◆ WHAT IS NEEDED:
Type out all the records again exactly.

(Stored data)
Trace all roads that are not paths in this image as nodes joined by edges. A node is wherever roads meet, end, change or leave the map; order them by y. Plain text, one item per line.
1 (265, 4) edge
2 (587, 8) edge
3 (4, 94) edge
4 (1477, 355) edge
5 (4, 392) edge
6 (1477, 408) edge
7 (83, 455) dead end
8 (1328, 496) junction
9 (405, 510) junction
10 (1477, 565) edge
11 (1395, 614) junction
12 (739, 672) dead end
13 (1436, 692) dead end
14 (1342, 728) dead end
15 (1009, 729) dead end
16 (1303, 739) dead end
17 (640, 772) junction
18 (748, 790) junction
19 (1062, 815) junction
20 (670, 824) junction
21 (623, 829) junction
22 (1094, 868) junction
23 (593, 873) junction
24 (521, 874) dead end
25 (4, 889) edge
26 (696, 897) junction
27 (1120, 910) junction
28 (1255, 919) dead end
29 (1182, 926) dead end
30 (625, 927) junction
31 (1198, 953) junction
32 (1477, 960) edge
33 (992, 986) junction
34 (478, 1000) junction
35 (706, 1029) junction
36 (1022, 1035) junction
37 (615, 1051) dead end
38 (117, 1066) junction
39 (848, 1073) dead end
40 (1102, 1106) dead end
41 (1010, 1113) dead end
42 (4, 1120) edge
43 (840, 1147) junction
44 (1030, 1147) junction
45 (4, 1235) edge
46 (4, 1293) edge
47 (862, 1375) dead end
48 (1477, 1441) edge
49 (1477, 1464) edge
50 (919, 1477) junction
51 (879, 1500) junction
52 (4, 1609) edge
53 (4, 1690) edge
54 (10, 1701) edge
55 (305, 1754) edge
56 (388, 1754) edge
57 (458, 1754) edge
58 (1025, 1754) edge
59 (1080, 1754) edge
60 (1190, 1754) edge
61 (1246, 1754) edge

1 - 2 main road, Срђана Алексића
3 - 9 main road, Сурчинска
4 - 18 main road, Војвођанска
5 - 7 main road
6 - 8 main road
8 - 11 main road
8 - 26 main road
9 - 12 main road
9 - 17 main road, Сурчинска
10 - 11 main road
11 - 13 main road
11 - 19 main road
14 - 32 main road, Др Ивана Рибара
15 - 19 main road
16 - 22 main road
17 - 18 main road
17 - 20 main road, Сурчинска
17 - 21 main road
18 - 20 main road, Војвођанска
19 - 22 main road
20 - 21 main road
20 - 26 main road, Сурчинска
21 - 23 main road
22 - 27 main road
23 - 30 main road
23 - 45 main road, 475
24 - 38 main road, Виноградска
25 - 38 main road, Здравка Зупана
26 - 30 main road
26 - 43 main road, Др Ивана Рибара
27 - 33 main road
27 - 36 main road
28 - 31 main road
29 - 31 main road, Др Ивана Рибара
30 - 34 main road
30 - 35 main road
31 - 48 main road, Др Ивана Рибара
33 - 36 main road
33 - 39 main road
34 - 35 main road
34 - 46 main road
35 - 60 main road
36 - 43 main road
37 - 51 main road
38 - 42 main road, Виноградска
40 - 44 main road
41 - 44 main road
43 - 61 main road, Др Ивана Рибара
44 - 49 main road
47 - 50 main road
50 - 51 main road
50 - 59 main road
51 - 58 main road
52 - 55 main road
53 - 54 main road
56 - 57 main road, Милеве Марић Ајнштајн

◆ ANSWER FOR THIS EXERCISE:
Trace all roads that are not paths in this image as nodes joined by edges. A node is wherever roads meet, end, change or leave the map; order them by y. Plain text, one item per line.
1 (265, 4) edge
2 (587, 8) edge
3 (4, 94) edge
4 (1477, 355) edge
5 (4, 392) edge
6 (1477, 408) edge
7 (83, 455) dead end
8 (1328, 496) junction
9 (405, 510) junction
10 (1477, 565) edge
11 (1395, 614) junction
12 (739, 672) dead end
13 (1436, 692) dead end
14 (1342, 728) dead end
15 (1009, 729) dead end
16 (1303, 739) dead end
17 (640, 772) junction
18 (748, 790) junction
19 (1062, 815) junction
20 (670, 824) junction
21 (623, 829) junction
22 (1094, 868) junction
23 (593, 873) junction
24 (521, 874) dead end
25 (4, 889) edge
26 (696, 897) junction
27 (1120, 910) junction
28 (1255, 919) dead end
29 (1182, 926) dead end
30 (625, 927) junction
31 (1198, 953) junction
32 (1477, 960) edge
33 (992, 986) junction
34 (478, 1000) junction
35 (706, 1029) junction
36 (1022, 1035) junction
37 (615, 1051) dead end
38 (117, 1066) junction
39 (848, 1073) dead end
40 (1102, 1106) dead end
41 (1010, 1113) dead end
42 (4, 1120) edge
43 (840, 1147) junction
44 (1030, 1147) junction
45 (4, 1235) edge
46 (4, 1293) edge
47 (862, 1375) dead end
48 (1477, 1441) edge
49 (1477, 1464) edge
50 (919, 1477) junction
51 (879, 1500) junction
52 (4, 1609) edge
53 (4, 1690) edge
54 (10, 1701) edge
55 (305, 1754) edge
56 (388, 1754) edge
57 (458, 1754) edge
58 (1025, 1754) edge
59 (1080, 1754) edge
60 (1190, 1754) edge
61 (1246, 1754) edge

1 - 2 main road, Срђана Алексића
3 - 9 main road, Сурчинска
4 - 18 main road, Војвођанска
5 - 7 main road
6 - 8 main road
8 - 11 main road
8 - 26 main road
9 - 12 main road
9 - 17 main road, Сурчинска
10 - 11 main road
11 - 13 main road
11 - 19 main road
14 - 32 main road, Др Ивана Рибара
15 - 19 main road
16 - 22 main road
17 - 18 main road
17 - 20 main road, Сурчинска
17 - 21 main road
18 - 20 main road, Војвођанска
19 - 22 main road
20 - 21 main road
20 - 26 main road, Сурчинска
21 - 23 main road
22 - 27 main road
23 - 30 main road
23 - 45 main road, 475
24 - 38 main road, Виноградска
25 - 38 main road, Здравка Зупана
26 - 30 main road
26 - 43 main road, Др Ивана Рибара
27 - 33 main road
27 - 36 main road
28 - 31 main road
29 - 31 main road, Др Ивана Рибара
30 - 34 main road
30 - 35 main road
31 - 48 main road, Др Ивана Рибара
33 - 36 main road
33 - 39 main road
34 - 35 main road
34 - 46 main road
35 - 60 main road
36 - 43 main road
37 - 51 main road
38 - 42 main road, Виноградска
40 - 44 main road
41 - 44 main road
43 - 61 main road, Др Ивана Рибара
44 - 49 main road
47 - 50 main road
50 - 51 main road
50 - 59 main road
51 - 58 main road
52 - 55 main road
53 - 54 main road
56 - 57 main road, Милеве Марић Ајнштајн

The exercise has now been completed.